§ Exercise inputs:
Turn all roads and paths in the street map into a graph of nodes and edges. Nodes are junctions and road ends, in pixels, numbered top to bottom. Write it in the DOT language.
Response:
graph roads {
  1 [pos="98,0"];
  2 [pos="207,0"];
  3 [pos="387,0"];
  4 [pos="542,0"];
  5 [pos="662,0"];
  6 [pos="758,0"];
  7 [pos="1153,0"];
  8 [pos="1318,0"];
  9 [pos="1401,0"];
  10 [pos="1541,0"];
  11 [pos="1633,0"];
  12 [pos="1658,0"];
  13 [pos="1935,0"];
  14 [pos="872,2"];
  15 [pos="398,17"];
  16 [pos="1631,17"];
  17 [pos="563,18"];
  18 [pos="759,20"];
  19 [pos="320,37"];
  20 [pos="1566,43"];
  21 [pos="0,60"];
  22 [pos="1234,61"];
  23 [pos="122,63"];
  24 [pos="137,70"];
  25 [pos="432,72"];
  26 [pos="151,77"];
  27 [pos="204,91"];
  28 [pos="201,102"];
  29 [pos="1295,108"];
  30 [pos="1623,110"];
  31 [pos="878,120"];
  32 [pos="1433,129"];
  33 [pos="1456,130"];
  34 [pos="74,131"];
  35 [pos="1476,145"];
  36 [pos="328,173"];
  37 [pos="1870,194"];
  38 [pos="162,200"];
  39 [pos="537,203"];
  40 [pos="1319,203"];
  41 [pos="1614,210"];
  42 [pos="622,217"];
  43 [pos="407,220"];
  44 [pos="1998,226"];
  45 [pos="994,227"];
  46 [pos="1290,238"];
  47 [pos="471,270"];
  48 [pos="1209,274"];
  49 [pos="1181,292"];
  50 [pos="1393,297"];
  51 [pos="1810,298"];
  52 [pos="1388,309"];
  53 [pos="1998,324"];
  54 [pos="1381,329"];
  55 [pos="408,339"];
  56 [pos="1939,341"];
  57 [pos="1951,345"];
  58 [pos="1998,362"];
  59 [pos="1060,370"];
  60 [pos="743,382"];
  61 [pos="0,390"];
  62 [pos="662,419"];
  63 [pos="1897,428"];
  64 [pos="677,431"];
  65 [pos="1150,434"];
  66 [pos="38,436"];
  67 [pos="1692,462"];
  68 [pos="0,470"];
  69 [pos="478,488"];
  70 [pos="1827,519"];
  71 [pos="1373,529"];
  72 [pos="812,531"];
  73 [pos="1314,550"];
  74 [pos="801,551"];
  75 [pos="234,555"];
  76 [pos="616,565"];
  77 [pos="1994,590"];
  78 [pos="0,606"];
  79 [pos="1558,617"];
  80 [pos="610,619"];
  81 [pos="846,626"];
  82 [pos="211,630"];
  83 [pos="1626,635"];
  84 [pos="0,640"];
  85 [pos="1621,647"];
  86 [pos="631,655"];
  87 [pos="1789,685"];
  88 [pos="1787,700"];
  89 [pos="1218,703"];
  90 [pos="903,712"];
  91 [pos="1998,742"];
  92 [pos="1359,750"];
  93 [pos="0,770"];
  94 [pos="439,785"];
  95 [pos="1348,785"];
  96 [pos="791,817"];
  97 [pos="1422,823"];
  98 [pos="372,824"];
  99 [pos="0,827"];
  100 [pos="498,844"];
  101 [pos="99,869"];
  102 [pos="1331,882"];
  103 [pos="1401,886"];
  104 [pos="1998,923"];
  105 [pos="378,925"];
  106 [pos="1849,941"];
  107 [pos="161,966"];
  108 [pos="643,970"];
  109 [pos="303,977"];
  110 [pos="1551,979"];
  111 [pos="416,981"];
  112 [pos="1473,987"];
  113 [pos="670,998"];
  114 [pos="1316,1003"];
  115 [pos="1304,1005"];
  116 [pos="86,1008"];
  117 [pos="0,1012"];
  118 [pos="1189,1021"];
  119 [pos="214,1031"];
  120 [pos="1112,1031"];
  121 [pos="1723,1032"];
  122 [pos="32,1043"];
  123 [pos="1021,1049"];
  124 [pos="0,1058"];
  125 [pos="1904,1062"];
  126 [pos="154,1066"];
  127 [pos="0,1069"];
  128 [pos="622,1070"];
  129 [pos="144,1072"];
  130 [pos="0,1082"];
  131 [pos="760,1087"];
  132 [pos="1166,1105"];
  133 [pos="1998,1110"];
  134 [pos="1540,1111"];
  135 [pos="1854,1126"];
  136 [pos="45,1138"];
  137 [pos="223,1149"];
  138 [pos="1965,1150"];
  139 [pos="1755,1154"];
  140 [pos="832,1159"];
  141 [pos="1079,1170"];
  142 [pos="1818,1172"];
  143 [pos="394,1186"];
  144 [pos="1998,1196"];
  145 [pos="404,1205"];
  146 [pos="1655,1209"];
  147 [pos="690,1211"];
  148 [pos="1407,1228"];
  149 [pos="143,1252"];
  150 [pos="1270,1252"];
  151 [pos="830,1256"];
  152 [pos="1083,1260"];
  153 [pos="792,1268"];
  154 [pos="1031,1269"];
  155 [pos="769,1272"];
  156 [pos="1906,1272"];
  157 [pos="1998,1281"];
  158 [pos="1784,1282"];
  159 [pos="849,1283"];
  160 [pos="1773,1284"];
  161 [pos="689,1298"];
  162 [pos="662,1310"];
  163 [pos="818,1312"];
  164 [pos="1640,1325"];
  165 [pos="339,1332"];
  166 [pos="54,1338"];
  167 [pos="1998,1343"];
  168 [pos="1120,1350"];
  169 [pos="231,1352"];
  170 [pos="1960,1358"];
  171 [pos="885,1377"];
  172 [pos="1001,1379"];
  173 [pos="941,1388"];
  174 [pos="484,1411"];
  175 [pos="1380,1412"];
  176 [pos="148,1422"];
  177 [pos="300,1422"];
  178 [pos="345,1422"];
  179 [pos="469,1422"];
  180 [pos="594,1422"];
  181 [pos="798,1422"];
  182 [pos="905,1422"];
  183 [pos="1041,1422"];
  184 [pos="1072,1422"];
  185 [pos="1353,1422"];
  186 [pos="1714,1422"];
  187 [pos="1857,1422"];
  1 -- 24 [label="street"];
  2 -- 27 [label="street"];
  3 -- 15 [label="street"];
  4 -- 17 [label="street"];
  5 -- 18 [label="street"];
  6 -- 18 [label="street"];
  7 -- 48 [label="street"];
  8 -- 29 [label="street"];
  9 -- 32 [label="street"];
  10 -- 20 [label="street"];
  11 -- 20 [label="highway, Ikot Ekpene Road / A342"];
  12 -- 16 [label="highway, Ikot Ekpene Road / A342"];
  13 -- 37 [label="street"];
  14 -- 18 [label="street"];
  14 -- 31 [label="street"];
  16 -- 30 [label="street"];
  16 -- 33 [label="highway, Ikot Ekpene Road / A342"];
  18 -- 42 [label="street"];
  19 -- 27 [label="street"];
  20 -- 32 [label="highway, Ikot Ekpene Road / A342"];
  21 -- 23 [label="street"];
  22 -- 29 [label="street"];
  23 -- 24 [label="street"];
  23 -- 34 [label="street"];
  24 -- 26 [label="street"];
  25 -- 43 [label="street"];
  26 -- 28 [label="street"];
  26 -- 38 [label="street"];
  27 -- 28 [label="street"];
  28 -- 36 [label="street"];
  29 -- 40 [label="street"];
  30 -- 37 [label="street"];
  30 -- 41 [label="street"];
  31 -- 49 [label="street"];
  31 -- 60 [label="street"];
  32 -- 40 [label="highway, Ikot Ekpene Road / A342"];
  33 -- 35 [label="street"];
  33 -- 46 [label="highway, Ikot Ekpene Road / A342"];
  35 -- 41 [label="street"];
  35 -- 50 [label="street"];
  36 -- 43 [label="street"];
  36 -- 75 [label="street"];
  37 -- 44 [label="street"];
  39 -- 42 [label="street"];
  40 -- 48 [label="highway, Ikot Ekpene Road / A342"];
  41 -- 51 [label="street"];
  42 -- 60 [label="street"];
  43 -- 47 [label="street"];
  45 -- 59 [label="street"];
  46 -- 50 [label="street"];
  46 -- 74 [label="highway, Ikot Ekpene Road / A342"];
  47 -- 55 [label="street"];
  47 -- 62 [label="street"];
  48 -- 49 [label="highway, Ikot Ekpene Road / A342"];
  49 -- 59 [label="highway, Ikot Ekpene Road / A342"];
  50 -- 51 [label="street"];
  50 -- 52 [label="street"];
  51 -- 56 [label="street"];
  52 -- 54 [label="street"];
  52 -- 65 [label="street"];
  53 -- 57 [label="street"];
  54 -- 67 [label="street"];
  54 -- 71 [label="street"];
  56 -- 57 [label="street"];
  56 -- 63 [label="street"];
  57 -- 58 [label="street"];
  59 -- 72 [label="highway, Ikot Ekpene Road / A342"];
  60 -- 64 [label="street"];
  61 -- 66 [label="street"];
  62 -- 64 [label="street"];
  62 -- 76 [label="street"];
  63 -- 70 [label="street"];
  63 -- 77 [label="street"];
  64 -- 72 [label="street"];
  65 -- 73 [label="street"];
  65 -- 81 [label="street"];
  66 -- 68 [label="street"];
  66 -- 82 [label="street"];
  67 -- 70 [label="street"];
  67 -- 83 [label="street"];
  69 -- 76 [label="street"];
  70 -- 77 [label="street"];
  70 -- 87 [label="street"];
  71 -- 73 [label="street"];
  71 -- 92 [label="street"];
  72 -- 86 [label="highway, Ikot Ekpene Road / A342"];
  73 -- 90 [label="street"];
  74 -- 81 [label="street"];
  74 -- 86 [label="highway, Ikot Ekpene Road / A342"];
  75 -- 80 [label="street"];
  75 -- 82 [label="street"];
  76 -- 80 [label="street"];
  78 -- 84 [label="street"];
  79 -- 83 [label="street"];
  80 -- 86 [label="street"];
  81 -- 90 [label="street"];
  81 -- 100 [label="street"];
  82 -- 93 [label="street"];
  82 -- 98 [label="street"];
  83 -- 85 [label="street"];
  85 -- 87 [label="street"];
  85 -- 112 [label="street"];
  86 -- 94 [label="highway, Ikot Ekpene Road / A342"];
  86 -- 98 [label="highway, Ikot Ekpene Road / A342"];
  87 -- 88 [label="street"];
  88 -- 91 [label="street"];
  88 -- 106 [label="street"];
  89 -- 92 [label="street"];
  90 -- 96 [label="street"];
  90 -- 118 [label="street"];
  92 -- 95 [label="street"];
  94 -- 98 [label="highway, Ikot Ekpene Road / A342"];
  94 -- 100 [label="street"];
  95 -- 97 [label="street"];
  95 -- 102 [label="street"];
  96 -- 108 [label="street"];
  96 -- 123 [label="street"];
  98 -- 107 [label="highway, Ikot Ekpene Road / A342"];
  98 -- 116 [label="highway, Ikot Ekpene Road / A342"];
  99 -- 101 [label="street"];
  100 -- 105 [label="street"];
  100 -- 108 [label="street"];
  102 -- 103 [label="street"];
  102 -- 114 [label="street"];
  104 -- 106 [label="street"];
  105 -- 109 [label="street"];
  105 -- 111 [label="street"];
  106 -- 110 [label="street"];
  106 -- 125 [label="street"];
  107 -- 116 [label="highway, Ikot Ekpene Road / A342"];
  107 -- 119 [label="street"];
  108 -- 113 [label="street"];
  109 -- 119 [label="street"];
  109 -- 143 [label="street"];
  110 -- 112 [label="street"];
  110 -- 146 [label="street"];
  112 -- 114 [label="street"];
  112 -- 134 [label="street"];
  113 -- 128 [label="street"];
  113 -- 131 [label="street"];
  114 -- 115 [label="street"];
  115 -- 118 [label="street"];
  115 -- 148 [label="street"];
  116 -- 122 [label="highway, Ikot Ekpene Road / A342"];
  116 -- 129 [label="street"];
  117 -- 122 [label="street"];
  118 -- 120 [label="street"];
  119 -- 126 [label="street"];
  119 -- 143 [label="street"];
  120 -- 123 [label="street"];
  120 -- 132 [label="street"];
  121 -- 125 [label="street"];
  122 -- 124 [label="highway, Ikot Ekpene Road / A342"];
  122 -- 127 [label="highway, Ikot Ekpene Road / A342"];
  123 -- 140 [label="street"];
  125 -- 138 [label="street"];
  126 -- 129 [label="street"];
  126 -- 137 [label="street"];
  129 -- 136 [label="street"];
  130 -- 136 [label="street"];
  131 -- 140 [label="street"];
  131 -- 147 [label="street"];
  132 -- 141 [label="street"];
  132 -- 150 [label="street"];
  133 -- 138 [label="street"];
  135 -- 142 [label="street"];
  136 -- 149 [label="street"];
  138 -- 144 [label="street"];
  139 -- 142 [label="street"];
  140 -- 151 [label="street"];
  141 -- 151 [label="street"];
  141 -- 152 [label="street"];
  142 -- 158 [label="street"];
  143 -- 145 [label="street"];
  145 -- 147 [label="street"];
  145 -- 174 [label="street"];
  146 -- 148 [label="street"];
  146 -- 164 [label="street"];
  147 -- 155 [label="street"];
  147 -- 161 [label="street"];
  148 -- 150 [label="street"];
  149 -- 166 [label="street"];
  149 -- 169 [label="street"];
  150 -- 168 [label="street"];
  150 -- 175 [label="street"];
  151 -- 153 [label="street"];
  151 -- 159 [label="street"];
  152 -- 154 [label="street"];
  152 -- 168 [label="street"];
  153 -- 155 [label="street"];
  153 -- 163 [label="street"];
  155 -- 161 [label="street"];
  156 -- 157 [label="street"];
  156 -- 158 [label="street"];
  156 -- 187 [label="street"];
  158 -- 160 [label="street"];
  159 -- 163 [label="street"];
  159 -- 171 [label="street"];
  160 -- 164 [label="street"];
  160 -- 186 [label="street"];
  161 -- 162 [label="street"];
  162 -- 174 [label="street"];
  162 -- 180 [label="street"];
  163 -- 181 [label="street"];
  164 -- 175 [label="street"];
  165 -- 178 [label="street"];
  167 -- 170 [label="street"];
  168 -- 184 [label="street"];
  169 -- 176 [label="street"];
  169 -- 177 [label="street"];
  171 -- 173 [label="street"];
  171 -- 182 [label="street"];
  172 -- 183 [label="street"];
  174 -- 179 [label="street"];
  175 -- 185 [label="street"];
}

§ Activity: All lines above in which the word "roads" occurs should be identified and copied.

§ Written solution:
Turn all roads and paths in the street map into a graph of nodes and edges. Nodes are junctions and road ends, in pixels, numbered top to bottom. Write it in the DOT language.
graph roads {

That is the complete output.